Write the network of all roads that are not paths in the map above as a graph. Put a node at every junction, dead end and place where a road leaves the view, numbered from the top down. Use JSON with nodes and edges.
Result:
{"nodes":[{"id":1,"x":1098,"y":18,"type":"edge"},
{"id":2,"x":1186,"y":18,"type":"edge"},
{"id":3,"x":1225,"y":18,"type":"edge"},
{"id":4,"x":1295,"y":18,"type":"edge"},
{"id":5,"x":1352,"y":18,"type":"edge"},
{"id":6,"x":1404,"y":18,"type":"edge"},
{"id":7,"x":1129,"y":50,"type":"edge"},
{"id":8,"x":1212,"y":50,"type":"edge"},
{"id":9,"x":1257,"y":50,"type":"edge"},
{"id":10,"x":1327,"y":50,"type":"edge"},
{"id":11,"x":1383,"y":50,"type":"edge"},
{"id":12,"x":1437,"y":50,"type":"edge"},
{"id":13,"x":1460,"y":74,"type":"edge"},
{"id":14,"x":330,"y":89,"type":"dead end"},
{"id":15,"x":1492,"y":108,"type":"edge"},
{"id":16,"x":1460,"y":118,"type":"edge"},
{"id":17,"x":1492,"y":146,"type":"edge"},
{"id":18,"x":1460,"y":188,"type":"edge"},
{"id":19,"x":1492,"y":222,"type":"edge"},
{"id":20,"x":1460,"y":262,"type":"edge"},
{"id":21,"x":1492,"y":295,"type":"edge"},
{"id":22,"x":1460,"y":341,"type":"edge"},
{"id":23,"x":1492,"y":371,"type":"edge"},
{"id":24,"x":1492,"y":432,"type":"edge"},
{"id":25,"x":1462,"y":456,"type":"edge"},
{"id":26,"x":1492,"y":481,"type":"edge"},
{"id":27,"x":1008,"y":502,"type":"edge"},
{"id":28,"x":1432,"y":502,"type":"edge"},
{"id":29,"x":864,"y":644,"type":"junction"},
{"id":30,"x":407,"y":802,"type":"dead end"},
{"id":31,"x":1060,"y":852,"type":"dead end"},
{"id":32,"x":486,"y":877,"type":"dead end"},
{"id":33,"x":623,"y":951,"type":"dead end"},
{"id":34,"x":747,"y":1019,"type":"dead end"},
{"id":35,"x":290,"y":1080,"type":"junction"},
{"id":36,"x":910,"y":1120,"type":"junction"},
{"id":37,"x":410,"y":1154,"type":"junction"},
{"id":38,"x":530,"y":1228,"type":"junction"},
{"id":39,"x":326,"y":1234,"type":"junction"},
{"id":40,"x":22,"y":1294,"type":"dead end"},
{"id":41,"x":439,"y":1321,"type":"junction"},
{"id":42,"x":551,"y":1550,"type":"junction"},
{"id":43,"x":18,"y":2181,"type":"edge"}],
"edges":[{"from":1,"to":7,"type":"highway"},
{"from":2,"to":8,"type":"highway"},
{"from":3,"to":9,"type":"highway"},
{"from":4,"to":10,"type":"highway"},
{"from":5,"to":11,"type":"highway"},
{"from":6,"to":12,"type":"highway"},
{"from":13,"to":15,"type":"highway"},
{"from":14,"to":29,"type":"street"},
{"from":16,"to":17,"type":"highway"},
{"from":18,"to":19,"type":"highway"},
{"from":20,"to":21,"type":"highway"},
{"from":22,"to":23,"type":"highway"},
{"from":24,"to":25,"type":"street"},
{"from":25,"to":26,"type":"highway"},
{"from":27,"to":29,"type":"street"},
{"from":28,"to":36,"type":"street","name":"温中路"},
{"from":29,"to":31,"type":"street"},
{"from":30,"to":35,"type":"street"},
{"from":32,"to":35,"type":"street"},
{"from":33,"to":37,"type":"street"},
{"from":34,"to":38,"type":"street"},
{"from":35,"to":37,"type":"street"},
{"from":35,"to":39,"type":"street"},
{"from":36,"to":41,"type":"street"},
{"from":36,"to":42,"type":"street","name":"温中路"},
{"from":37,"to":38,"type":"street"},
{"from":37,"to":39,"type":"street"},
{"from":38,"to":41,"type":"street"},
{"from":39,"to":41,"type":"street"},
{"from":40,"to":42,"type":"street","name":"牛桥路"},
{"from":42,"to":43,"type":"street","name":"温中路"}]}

******************************

** Problem to work on **
From the entries, copy every line in which the string "nodes" can be found.

** Expected answer **
Write the network of all roads that are not paths in the map above as a graph. Put a node at every junction, dead end and place where a road leaves the view, numbered from the top down. Use JSON with nodes and edges.
{"nodes":[{"id":1,"x":1098,"y":18,"type":"edge"},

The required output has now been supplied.